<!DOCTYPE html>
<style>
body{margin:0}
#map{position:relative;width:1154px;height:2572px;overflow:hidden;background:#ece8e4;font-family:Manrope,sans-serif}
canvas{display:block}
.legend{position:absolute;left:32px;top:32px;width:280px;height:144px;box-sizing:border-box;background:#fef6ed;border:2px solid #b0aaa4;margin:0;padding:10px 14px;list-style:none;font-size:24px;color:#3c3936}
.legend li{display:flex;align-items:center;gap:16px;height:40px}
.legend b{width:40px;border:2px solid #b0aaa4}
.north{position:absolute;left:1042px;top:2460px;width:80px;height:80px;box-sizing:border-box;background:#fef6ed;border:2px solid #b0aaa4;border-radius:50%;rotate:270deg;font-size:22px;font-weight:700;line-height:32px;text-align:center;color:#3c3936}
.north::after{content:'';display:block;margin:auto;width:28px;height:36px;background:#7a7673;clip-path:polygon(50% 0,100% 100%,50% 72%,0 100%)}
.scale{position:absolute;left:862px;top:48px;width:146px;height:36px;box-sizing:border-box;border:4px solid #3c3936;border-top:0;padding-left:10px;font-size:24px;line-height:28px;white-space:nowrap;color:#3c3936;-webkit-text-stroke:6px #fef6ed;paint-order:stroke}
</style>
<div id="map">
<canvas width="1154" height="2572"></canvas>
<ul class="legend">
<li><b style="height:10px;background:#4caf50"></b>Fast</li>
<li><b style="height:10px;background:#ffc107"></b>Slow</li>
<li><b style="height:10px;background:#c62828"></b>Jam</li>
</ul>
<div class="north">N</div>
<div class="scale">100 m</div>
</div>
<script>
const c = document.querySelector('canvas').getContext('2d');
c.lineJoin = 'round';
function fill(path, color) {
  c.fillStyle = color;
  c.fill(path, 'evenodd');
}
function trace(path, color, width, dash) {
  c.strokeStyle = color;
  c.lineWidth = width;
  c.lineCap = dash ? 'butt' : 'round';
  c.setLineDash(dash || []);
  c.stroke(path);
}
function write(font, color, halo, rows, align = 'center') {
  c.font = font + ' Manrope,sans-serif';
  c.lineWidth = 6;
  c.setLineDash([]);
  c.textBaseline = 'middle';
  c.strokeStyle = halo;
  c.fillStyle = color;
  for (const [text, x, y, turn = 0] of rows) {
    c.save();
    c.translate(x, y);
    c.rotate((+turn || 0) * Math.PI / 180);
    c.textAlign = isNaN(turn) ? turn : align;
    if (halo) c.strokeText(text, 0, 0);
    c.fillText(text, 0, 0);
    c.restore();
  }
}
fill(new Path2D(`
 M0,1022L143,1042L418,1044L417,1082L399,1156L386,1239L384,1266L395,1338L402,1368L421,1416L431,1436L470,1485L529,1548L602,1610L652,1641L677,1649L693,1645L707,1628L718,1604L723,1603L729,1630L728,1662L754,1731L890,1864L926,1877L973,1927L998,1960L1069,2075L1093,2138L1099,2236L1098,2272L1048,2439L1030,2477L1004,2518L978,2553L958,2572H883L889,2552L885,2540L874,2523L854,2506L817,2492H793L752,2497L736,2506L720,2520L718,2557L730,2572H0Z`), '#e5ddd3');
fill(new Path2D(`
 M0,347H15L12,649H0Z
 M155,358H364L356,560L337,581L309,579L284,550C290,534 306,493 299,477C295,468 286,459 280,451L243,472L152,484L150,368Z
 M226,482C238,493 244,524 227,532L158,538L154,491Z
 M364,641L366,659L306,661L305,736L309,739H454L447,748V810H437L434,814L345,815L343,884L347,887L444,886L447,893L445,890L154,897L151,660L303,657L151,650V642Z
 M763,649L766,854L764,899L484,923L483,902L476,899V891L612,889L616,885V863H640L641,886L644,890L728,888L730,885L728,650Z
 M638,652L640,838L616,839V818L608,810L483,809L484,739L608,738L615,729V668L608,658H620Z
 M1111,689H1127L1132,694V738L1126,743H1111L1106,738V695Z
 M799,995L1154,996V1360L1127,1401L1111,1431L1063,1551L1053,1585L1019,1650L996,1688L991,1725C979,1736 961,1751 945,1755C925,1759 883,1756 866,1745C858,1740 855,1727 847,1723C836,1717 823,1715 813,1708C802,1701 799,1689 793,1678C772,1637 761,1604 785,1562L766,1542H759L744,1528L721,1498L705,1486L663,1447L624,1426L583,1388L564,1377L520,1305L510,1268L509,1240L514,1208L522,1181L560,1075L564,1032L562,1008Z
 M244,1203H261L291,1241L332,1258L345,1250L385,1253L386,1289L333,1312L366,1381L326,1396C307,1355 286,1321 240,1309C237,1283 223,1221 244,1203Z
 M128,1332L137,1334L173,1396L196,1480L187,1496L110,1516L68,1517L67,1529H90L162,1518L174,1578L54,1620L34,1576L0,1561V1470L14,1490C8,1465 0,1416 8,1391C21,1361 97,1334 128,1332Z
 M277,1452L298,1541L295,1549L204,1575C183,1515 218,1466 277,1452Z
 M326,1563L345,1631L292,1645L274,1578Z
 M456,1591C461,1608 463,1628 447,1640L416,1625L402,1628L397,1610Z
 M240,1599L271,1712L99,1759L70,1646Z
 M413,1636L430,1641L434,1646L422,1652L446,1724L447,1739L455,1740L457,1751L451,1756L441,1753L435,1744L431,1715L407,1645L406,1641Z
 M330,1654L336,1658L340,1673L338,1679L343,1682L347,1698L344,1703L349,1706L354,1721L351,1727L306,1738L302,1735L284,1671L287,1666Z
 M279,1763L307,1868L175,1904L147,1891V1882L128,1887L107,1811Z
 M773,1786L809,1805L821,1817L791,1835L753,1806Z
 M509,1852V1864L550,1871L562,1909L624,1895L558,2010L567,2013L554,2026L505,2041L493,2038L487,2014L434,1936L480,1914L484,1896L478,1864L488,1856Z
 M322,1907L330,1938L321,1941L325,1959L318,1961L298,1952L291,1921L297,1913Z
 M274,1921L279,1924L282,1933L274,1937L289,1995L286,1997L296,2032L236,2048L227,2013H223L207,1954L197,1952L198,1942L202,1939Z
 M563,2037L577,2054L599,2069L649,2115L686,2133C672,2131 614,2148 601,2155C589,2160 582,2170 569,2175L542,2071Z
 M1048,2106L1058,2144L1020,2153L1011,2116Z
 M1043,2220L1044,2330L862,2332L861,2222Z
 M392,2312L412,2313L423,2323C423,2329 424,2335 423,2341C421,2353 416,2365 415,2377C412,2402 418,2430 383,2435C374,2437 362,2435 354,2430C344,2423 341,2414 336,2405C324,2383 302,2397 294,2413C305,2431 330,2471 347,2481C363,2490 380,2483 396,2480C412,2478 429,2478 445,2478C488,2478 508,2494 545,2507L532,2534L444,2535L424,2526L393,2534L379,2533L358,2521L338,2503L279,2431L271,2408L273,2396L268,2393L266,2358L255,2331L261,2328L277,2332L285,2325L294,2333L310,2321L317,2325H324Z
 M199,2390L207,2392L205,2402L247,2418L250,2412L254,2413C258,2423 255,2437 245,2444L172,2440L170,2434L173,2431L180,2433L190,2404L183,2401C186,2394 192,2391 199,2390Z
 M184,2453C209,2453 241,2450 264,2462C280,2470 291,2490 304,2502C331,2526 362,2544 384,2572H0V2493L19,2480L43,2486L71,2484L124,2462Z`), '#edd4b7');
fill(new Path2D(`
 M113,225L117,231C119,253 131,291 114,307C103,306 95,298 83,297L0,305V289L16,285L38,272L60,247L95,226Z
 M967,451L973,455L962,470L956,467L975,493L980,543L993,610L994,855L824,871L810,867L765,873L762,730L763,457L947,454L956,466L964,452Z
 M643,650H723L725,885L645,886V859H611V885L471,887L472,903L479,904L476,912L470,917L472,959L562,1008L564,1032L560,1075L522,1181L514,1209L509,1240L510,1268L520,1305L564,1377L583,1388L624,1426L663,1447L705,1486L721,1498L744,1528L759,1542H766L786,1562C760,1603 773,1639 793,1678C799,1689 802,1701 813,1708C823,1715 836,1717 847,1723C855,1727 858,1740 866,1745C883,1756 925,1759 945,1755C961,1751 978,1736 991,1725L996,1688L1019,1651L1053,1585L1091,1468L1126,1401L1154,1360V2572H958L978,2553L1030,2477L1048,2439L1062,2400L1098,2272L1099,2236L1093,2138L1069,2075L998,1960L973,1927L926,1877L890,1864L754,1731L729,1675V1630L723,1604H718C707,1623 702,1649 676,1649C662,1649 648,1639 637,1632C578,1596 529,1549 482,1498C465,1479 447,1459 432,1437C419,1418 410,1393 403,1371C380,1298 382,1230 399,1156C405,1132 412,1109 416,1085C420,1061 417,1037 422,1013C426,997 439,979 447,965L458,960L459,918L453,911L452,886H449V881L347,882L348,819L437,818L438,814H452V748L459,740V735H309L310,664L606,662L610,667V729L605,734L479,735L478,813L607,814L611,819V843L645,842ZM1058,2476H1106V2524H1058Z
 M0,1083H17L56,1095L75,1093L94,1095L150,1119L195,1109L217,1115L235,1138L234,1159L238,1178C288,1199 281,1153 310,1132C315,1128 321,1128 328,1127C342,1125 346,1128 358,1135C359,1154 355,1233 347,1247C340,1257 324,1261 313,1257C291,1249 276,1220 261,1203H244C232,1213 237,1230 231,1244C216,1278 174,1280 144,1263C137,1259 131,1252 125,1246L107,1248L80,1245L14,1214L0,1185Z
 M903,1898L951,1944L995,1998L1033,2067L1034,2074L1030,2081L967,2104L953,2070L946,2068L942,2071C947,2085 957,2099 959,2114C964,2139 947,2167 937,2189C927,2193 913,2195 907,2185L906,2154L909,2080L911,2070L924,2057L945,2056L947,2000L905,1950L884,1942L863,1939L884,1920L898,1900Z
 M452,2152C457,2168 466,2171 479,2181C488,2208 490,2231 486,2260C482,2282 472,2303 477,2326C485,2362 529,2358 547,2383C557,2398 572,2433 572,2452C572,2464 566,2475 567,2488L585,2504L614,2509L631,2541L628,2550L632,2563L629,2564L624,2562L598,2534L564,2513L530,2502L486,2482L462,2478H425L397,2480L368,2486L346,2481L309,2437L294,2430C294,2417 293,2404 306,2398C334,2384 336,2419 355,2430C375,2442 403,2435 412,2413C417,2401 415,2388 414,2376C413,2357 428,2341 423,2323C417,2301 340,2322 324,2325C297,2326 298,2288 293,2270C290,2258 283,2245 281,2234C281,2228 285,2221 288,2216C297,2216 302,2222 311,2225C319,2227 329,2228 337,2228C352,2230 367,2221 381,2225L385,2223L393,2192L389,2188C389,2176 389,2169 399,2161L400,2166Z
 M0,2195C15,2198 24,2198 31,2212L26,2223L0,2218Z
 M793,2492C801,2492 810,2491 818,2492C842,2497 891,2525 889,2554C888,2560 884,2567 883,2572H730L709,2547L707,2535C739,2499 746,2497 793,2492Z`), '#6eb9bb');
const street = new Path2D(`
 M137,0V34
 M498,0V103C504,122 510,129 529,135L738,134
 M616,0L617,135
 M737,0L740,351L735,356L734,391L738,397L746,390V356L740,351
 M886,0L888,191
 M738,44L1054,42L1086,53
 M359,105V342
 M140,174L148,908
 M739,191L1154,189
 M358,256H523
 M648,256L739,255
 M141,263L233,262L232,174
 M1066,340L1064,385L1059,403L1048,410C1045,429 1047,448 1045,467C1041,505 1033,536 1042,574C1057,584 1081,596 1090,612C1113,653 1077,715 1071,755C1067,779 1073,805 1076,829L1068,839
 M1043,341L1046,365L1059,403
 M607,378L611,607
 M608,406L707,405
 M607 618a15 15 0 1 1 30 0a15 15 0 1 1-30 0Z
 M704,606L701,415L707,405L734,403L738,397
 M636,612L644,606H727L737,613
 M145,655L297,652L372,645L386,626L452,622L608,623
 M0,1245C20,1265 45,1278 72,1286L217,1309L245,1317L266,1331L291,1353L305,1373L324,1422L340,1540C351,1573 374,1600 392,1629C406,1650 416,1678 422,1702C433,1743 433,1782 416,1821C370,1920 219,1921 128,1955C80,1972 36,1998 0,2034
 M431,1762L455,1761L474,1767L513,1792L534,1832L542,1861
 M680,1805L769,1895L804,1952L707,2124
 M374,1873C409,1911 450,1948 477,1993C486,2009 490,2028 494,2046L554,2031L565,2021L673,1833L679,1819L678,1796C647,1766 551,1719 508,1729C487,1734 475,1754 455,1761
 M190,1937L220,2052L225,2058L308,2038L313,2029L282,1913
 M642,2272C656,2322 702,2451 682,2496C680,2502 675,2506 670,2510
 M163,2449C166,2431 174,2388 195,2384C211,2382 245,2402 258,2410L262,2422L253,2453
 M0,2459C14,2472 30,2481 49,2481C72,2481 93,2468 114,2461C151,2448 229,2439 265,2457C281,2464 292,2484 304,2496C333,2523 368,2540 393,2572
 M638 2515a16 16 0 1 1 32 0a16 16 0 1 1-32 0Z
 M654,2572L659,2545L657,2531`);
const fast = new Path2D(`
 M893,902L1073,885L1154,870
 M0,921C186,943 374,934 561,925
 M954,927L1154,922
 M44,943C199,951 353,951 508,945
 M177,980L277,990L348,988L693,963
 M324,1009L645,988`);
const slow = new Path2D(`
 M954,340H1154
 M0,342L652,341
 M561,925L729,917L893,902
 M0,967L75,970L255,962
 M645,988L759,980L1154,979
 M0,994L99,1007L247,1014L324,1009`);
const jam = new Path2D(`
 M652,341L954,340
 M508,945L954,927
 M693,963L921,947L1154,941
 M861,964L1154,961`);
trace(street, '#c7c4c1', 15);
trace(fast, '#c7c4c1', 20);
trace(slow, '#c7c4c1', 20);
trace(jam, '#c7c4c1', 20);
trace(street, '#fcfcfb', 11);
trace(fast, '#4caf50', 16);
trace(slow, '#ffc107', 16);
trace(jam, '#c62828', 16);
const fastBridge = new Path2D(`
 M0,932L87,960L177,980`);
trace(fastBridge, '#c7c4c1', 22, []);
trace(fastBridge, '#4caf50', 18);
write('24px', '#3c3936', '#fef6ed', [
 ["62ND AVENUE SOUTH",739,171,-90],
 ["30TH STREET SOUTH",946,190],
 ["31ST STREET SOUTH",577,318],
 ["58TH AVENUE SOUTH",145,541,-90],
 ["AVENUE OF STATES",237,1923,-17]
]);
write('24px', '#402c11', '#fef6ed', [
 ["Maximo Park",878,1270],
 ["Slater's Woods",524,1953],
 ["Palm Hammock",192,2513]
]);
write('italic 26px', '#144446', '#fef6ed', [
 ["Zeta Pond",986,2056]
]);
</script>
.....
> [What to work on]:
Go through the entries above and copy every line containing "Manrope".

> [Exercise solution]:
#map{position:relative;width:1154px;height:2572px;overflow:hidden;background:#ece8e4;font-family:Manrope,sans-serif}
  c.font = font + ' Manrope,sans-serif';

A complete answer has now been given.